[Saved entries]
--- START ---
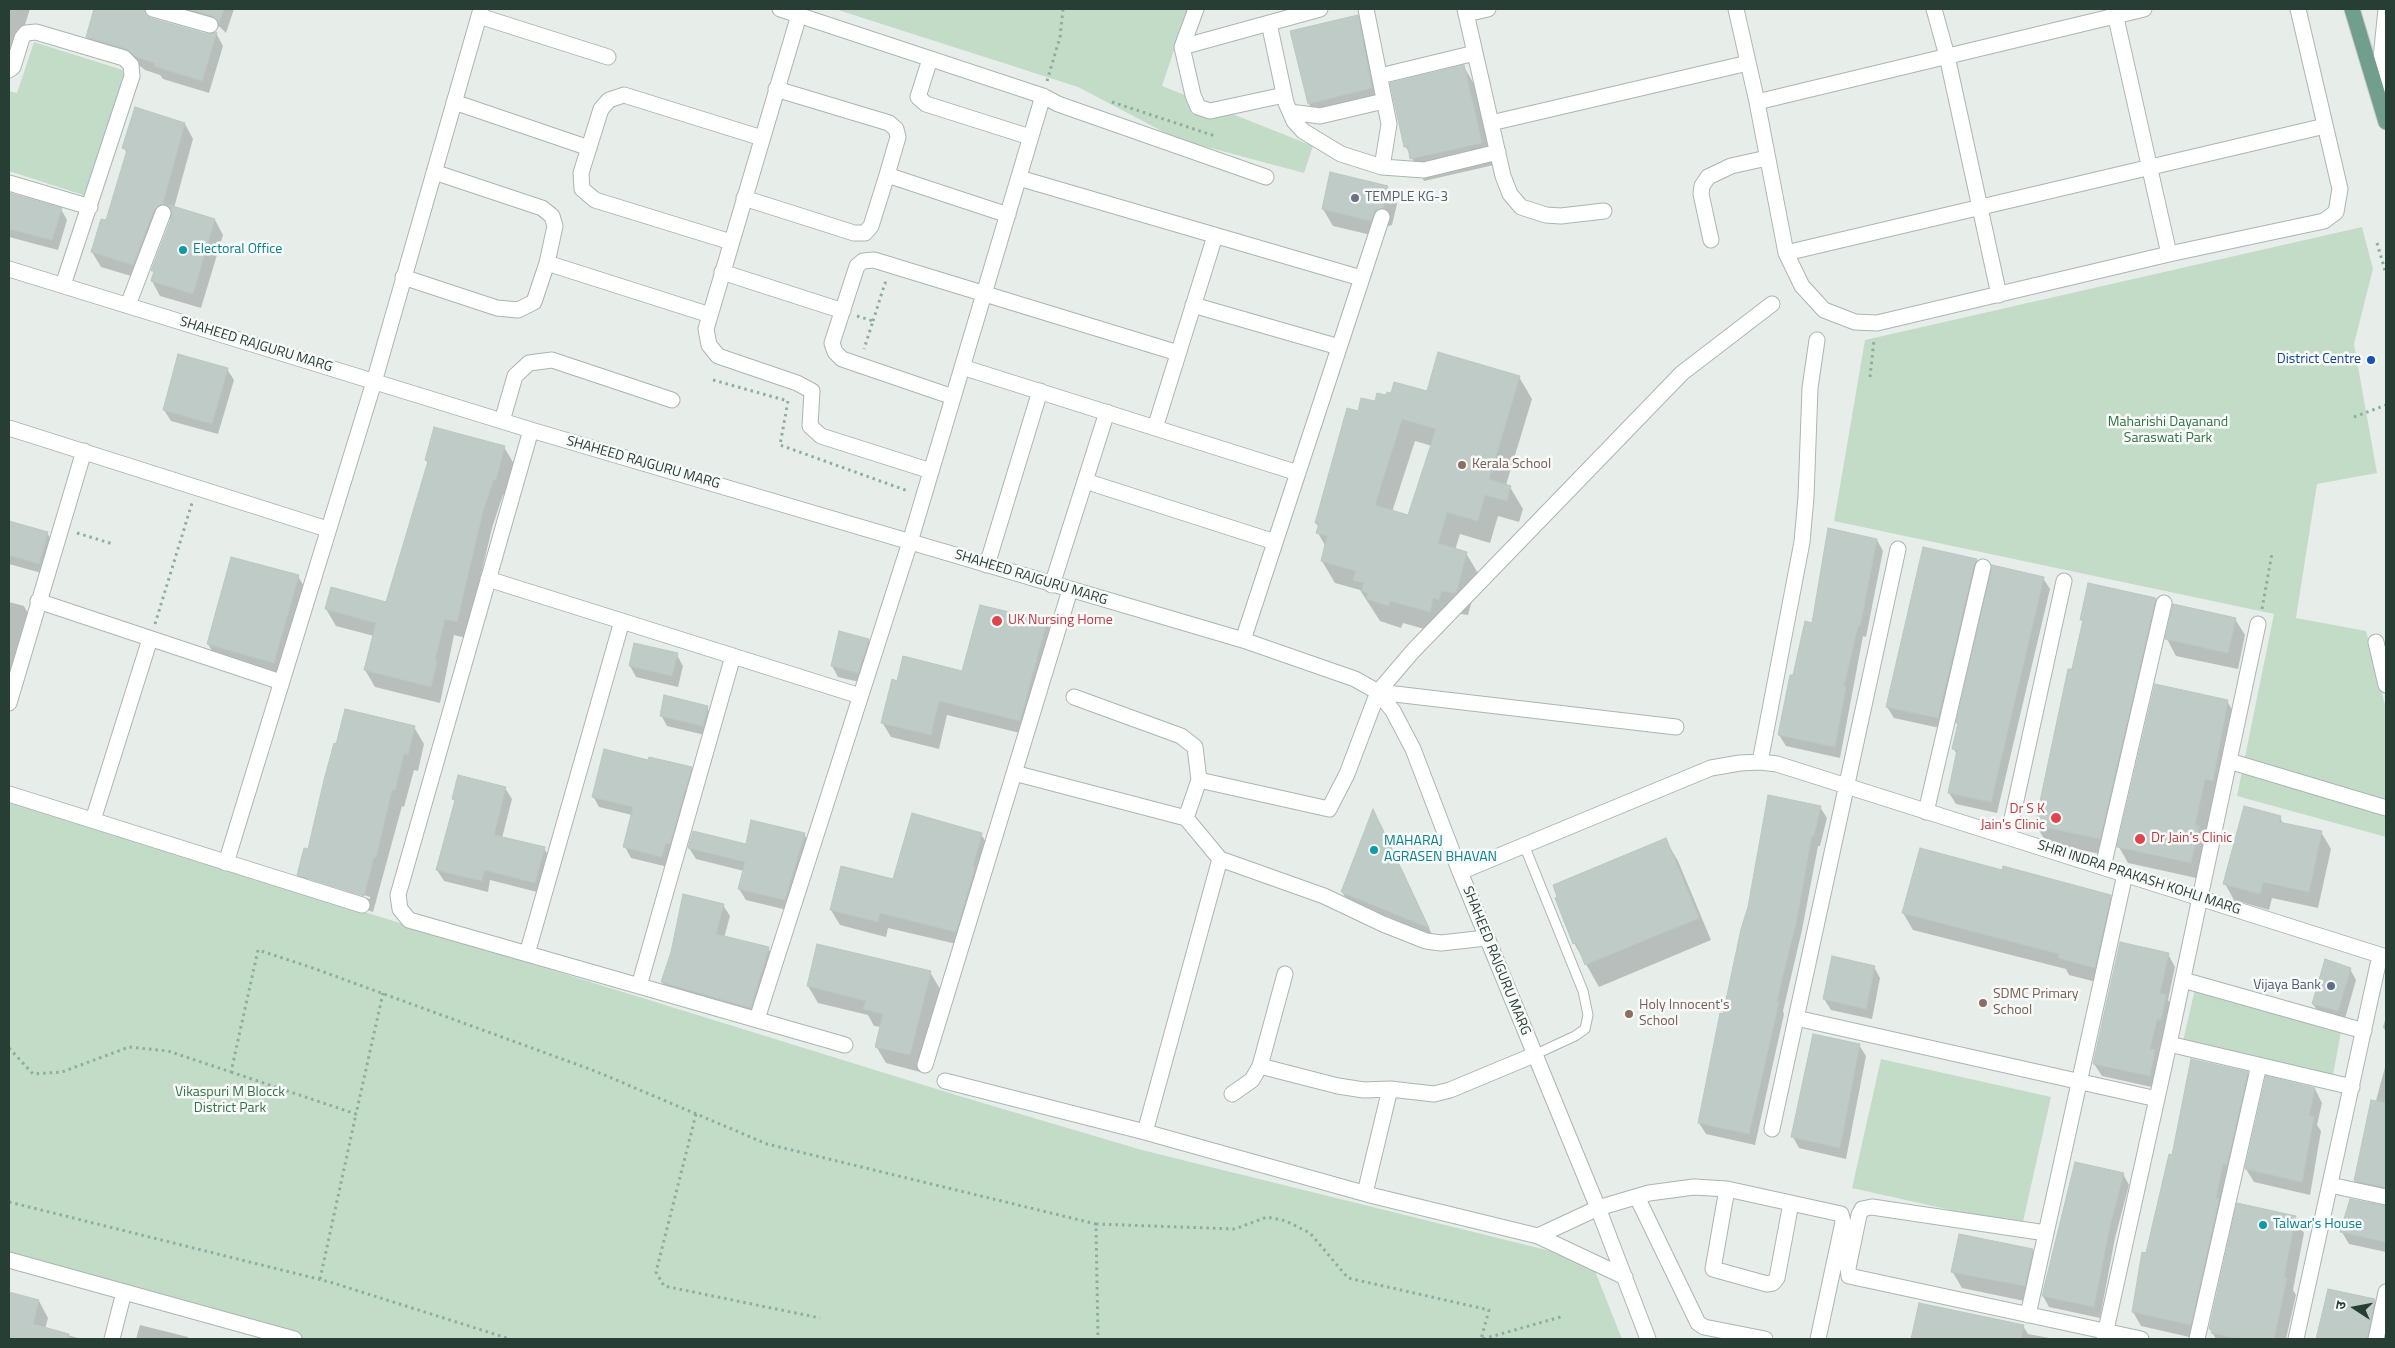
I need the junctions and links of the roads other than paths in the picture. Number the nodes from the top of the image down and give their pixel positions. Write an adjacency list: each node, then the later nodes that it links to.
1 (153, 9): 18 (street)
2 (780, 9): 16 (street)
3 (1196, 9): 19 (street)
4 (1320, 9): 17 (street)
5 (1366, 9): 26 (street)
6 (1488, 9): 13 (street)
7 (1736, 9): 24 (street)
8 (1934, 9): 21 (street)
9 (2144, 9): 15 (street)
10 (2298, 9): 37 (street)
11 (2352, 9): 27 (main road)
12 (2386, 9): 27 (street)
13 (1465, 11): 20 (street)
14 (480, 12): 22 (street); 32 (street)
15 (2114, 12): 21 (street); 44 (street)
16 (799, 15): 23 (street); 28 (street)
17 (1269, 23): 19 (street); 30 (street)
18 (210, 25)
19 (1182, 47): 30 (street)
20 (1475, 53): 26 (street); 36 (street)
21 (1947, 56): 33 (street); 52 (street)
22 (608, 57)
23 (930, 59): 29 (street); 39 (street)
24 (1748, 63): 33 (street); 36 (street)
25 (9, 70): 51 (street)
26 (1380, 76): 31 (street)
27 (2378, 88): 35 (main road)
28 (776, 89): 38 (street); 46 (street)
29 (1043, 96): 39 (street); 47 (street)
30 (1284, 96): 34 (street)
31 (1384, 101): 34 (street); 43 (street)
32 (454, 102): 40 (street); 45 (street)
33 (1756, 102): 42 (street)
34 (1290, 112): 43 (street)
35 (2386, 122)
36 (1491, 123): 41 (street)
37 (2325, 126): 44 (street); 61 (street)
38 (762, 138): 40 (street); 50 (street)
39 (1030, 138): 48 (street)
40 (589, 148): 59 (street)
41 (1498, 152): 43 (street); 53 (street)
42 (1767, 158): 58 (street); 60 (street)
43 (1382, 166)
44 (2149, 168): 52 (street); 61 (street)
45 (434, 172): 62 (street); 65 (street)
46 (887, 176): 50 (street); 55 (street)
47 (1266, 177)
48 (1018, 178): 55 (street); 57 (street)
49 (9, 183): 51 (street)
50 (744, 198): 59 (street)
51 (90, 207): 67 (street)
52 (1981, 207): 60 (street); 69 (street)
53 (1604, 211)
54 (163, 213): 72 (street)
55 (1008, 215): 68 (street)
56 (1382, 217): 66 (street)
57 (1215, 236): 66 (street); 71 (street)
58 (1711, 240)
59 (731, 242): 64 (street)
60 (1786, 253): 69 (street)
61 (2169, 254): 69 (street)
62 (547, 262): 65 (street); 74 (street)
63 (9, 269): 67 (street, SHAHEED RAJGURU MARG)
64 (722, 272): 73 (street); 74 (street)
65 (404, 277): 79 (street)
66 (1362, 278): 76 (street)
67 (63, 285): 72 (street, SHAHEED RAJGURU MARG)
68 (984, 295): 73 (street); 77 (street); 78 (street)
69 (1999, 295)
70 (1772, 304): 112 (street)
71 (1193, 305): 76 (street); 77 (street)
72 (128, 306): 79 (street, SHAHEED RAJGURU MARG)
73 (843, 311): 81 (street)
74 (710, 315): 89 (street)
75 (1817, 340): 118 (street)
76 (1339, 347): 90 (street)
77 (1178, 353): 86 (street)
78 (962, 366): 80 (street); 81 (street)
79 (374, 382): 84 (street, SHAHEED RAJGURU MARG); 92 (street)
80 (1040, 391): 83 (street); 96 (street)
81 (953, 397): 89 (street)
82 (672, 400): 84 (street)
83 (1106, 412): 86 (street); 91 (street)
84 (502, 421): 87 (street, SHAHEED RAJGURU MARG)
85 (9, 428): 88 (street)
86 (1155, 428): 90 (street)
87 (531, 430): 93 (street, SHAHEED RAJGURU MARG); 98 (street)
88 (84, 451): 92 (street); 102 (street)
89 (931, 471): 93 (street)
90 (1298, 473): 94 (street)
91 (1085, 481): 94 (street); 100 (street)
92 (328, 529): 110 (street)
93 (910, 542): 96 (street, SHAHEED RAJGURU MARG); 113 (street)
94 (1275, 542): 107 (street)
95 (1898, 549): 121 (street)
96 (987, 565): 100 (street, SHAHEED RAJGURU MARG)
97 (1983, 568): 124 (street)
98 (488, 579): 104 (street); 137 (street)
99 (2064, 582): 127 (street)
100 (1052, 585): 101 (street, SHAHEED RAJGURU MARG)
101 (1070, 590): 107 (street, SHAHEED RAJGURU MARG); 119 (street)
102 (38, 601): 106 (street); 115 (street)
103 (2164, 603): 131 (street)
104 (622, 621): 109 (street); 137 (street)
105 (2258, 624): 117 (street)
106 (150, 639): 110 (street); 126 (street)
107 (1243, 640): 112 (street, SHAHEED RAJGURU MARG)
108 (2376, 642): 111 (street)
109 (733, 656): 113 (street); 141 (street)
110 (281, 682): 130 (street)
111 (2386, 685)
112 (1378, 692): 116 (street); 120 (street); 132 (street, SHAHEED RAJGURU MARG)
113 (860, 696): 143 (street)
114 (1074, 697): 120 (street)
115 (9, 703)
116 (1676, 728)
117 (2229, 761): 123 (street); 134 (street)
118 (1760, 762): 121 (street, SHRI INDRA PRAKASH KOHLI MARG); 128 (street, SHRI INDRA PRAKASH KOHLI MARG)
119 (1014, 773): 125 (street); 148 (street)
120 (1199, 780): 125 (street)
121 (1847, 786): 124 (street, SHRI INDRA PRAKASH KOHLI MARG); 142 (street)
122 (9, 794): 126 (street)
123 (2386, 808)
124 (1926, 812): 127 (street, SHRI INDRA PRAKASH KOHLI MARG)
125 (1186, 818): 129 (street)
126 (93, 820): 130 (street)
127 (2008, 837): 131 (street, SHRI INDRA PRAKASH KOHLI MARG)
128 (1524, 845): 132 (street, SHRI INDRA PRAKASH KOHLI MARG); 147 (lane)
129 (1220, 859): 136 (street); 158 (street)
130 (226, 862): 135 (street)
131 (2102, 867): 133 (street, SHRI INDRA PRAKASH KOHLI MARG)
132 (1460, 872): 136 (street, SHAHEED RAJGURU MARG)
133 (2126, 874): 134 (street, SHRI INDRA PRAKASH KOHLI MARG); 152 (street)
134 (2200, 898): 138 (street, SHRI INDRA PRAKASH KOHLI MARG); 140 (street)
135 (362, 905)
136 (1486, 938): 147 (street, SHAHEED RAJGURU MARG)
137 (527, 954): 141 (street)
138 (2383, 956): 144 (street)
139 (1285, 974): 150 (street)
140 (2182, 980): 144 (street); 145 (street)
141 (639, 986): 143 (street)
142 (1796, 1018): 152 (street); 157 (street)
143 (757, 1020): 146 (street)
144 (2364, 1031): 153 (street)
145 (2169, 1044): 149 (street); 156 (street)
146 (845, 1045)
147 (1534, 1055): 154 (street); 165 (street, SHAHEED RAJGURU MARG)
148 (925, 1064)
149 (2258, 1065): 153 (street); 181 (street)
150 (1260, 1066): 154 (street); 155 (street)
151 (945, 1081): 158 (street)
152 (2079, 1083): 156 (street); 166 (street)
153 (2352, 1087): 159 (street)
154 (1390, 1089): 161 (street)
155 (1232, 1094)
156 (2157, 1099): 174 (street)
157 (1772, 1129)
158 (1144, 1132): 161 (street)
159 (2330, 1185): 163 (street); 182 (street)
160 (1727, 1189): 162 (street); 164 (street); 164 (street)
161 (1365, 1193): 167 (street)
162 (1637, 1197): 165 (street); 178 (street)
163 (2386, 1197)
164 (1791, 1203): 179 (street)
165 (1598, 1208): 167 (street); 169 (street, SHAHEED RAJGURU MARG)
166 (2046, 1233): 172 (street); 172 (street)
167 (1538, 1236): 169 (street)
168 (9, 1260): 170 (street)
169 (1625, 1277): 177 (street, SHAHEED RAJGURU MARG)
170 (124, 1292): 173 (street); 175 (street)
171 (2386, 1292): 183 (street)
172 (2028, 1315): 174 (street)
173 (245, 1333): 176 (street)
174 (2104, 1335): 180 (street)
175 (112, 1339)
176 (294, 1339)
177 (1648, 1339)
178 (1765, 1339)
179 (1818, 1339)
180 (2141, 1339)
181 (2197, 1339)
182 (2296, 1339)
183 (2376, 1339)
--- END ---
◆ **DIRECTIONS**:
Copy out each line of the data in which the word "main" appears.

◆ **WRITTEN ANSWER**:
11 (2352, 9): 27 (main road)
27 (2378, 88): 35 (main road)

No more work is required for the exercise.